Aston Martin et Honda traversent une saison de Formule 1 bien morose, loin des ambitions affichées. Mais alors que le châssis évolué débarque dès le GP de Hongrie, une confirmation de taille vient de tomber concernant le nouveau groupe propulseur japonais.
Aston Martin F1 : une saison 2026 à oublier
Pour Aston Martin, cette saison 2026 ressemble à un long chemin de croix. L’écurie, qui misait sur le changement de réglementation pour grimper dans la hiérarchie, se retrouve aujourd’hui à la peine. Les retards dans le développement de l’AMR26, combinés aux soucis internes chez Honda, ont coûté un temps précieux. Pire encore, la monoplace conçue sous la houlette d’Adrian Newey peine à rivaliser, étant même devancée par Cadillac, pourtant nouvelle venue dans la discipline. Le seul point marqué par Fernando Alonso à Monaco semble bien dérisoire face à cette situation.

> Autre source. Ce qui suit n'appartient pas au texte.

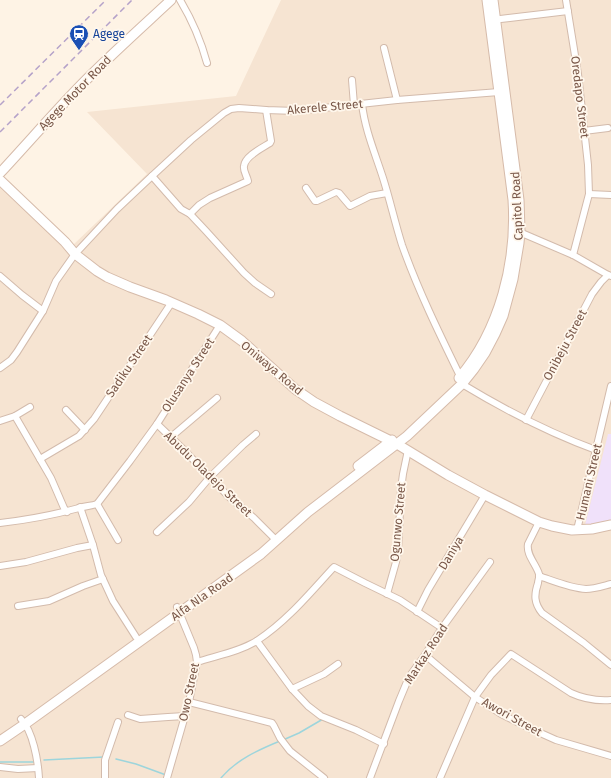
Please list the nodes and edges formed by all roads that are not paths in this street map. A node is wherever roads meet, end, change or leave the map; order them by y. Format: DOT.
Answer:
graph roads {
  1 [pos="171,0"];
  2 [pos="180,0"];
  3 [pos="486,0"];
  4 [pos="494,0"];
  5 [pos="566,0"];
  6 [pos="568,11"];
  7 [pos="493,20"];
  8 [pos="384,48"];
  9 [pos="207,63"];
  10 [pos="352,80"];
  11 [pos="499,92"];
  12 [pos="397,100"];
  13 [pos="362,104"];
  14 [pos="354,105"];
  15 [pos="266,110"];
  16 [pos="608,128"];
  17 [pos="584,131"];
  18 [pos="0,173"];
  19 [pos="152,176"];
  20 [pos="0,180"];
  21 [pos="306,188"];
  22 [pos="387,193"];
  23 [pos="589,194"];
  24 [pos="611,195"];
  25 [pos="190,214"];
  26 [pos="517,231"];
  27 [pos="75,254"];
  28 [pos="573,255"];
  29 [pos="0,276"];
  30 [pos="609,276"];
  31 [pos="271,294"];
  32 [pos="172,302"];
  33 [pos="42,311"];
  34 [pos="220,325"];
  35 [pos="0,368"];
  36 [pos="461,380"];
  37 [pos="611,386"];
  38 [pos="217,398"];
  39 [pos="30,407"];
  40 [pos="66,410"];
  41 [pos="15,416"];
  42 [pos="526,420"];
  43 [pos="0,421"];
  44 [pos="157,424"];
  45 [pos="85,430"];
  46 [pos="256,434"];
  47 [pos="171,437"];
  48 [pos="394,442"];
  49 [pos="408,450"];
  50 [pos="596,450"];
  51 [pos="40,459"];
  52 [pos="210,477"];
  53 [pos="485,495"];
  54 [pos="97,504"];
  55 [pos="80,508"];
  56 [pos="68,512"];
  57 [pos="539,522"];
  58 [pos="0,523"];
  59 [pos="611,525"];
  60 [pos="577,530"];
  61 [pos="157,532"];
  62 [pos="275,539"];
  63 [pos="118,540"];
  64 [pos="93,545"];
  65 [pos="490,562"];
  66 [pos="0,566"];
  67 [pos="540,576"];
  68 [pos="103,579"];
  69 [pos="611,584"];
  70 [pos="387,594"];
  71 [pos="18,606"];
  72 [pos="178,610"];
  73 [pos="417,612"];
  74 [pos="442,628"];
  75 [pos="136,636"];
  76 [pos="257,641"];
  77 [pos="425,656"];
  78 [pos="197,662"];
  79 [pos="338,664"];
  80 [pos="611,665"];
  81 [pos="292,689"];
  82 [pos="475,697"];
  83 [pos="611,700"];
  84 [pos="189,702"];
  85 [pos="128,715"];
  86 [pos="185,716"];
  87 [pos="23,722"];
  88 [pos="118,722"];
  89 [pos="0,734"];
  90 [pos="0,741"];
  91 [pos="384,744"];
  92 [pos="611,756"];
  93 [pos="0,767"];
  94 [pos="38,768"];
  95 [pos="168,775"];
  96 [pos="39,778"];
  97 [pos="105,778"];
  98 [pos="324,778"];
  99 [pos="370,778"];
  100 [pos="440,778"];
  1 -- 18 [label="main road, Agege Motor Road"];
  2 -- 9 [label="street"];
  3 -- 7 [label="main road, Capitol Road"];
  4 -- 7 [label="main road, Capitol Road"];
  5 -- 6 [label="street, Oredapo Street"];
  6 -- 7 [label="street"];
  6 -- 17 [label="street, Oredapo Street"];
  7 -- 11 [label="main road, Capitol Road"];
  7 -- 26 [label="main road, Capitol Road"];
  8 -- 12 [label="street"];
  10 -- 14 [label="street"];
  11 -- 12 [label="street, Akerele Street"];
  11 -- 26 [label="main road, Capitol Road"];
  12 -- 13 [label="street, Akerele Street"];
  13 -- 14 [label="street, Akerele Street"];
  13 -- 22 [label="street"];
  14 -- 15 [label="street, Akerele Street"];
  15 -- 19 [label="street, Akerele Street"];
  15 -- 25 [label="street"];
  16 -- 17 [label="street"];
  17 -- 23 [label="street, Oredapo Street"];
  19 -- 25 [label="street"];
  19 -- 27 [label="street, Akerele Street"];
  20 -- 27 [label="main road, Oniwaya Road"];
  21 -- 22 [label="street"];
  22 -- 36 [label="street"];
  23 -- 24 [label="street"];
  23 -- 28 [label="street, Oredapo Street"];
  25 -- 31 [label="street"];
  26 -- 28 [label="street"];
  26 -- 36 [label="main road, Capitol Road"];
  27 -- 32 [label="main road, Oniwaya Road"];
  27 -- 33 [label="street, Akerele Street"];
  28 -- 30 [label="street"];
  29 -- 33 [label="street"];
  30 -- 42 [label="street, Onibeju Street"];
  32 -- 34 [label="main road, Oniwaya Road"];
  32 -- 45 [label="street, Sadiku Street"];
  33 -- 35 [label="street, Akerele Street"];
  34 -- 44 [label="street, Olusanya Street"];
  34 -- 48 [label="main road, Oniwaya Road"];
  36 -- 42 [label="street"];
  36 -- 48 [label="main road, Capitol Road"];
  37 -- 50 [label="street, Humani Street"];
  38 -- 47 [label="street"];
  39 -- 41 [label="street"];
  40 -- 45 [label="street"];
  41 -- 43 [label="street"];
  41 -- 51 [label="street"];
  42 -- 50 [label="street"];
  44 -- 47 [label="street, Abudu Oladejo Street"];
  44 -- 54 [label="street, Olusanya Street"];
  45 -- 51 [label="street, Sadiku Street"];
  46 -- 52 [label="street"];
  47 -- 52 [label="street, Abudu Oladejo Street"];
  48 -- 49 [label="main road, Oniwaya Road"];
  48 -- 62 [label="main road, Alfa Nla Road"];
  49 -- 53 [label="main road, Oniwaya Road"];
  49 -- 70 [label="street, Ogunwo Street"];
  50 -- 60 [label="street, Humani Street"];
  51 -- 56 [label="street"];
  52 -- 61 [label="street"];
  52 -- 62 [label="street, Abudu Oladejo Street"];
  53 -- 57 [label="main road, Oniwaya Road"];
  53 -- 73 [label="street, Daniya"];
  54 -- 55 [label="street"];
  54 -- 63 [label="street"];
  55 -- 56 [label="street"];
  55 -- 64 [label="street"];
  56 -- 58 [label="street"];
  57 -- 60 [label="main road, Oniwaya Road"];
  57 -- 67 [label="street"];
  59 -- 60 [label="main road, Oniwaya Road"];
  62 -- 72 [label="main road, Alfa Nla Road"];
  64 -- 66 [label="street"];
  64 -- 68 [label="street"];
  65 -- 74 [label="street, Markaz Road"];
  67 -- 69 [label="street"];
  67 -- 80 [label="street"];
  68 -- 71 [label="street"];
  68 -- 75 [label="street"];
  70 -- 73 [label="street"];
  70 -- 76 [label="street"];
  72 -- 75 [label="main road, Alfa Nla Road"];
  72 -- 78 [label="street, Owo Street"];
  72 -- 87 [label="main road, Alfa Nla Road"];
  73 -- 74 [label="street"];
  74 -- 77 [label="street, Markaz Road"];
  75 -- 87 [label="main road, Alfa Nla Road"];
  76 -- 78 [label="street"];
  76 -- 81 [label="street"];
  77 -- 82 [label="street, Awori Street"];
  77 -- 91 [label="street, Markaz Road"];
  78 -- 84 [label="street, Owo Street"];
  79 -- 81 [label="street"];
  81 -- 91 [label="street"];
  82 -- 83 [label="street"];
  82 -- 92 [label="street, Awori Street"];
  82 -- 100 [label="street"];
  84 -- 86 [label="street, Owo Street"];
  84 -- 98 [label="street"];
  85 -- 86 [label="street"];
  86 -- 95 [label="street, Owo Street"];
  87 -- 89 [label="main road, Alfa Nla Road"];
  87 -- 90 [label="main road, Alfa Nla Road"];
  87 -- 94 [label="street"];
  88 -- 97 [label="street"];
  91 -- 99 [label="street, Markaz Road"];
  93 -- 94 [label="street"];
  94 -- 96 [label="street"];
}
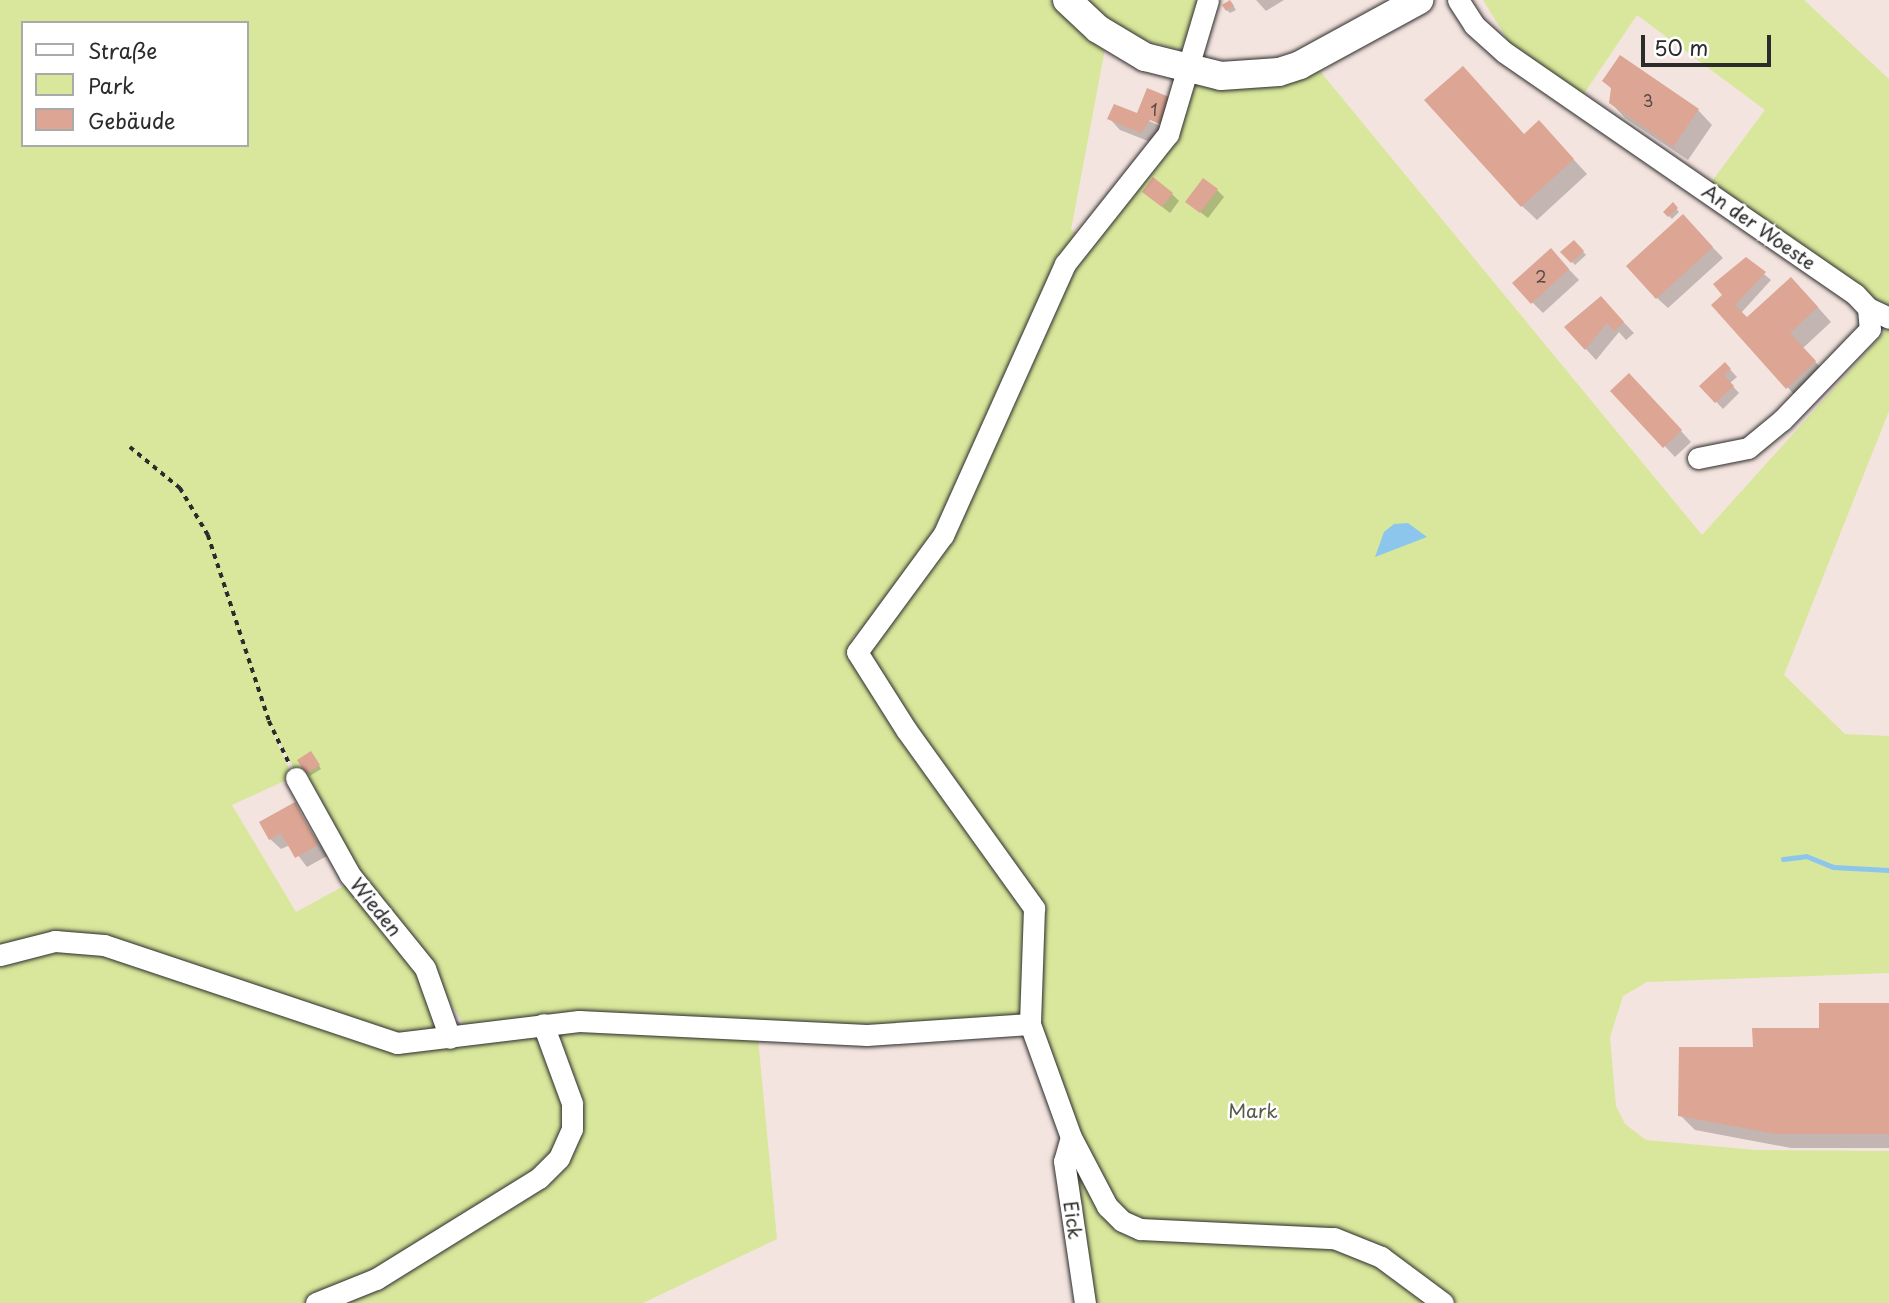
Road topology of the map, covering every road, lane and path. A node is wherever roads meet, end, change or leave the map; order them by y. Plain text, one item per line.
1 (1067, 0) edge
2 (1208, 0) edge
3 (1419, 0) edge
4 (1458, 0) edge
5 (1186, 70) junction
6 (1868, 308) junction
7 (1889, 318) edge
8 (130, 447) dead end
9 (1698, 458) dead end
10 (296, 778) joint
11 (0, 955) edge
12 (543, 1024) junction
13 (1030, 1024) junction
14 (450, 1038) junction
15 (1072, 1137) junction
16 (316, 1303) edge
17 (1085, 1303) edge
18 (1443, 1303) edge

1 - 5 main road
2 - 5 street
3 - 5 main road
4 - 6 street, An der Woeste
5 - 13 street
6 - 7 street, An der Woeste
6 - 9 street
8 - 10 path
10 - 14 street, Wieden
11 - 14 street
12 - 13 street
12 - 14 street
12 - 16 street
13 - 15 street
15 - 17 street, Eick
15 - 18 street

Un châssis « version B » pour relancer la machine
Face à ce constat peu glorieux, l’été s’annonce comme une période charnière pour Aston Martin. Si la stratégie actuelle consiste à ne pas introduire d’évolutions mineures, privilégiant des changements radicaux pour inverser la tendance, le GP de Hongrie marquera un tournant. L’écurie introduira une « version B » de son AMR26, une refonte attendue pour tenter de sortir de l’ornière. Cette évolution significative est censée redonner un coup de fouet à la monoplace et aux espoirs de l’équipe.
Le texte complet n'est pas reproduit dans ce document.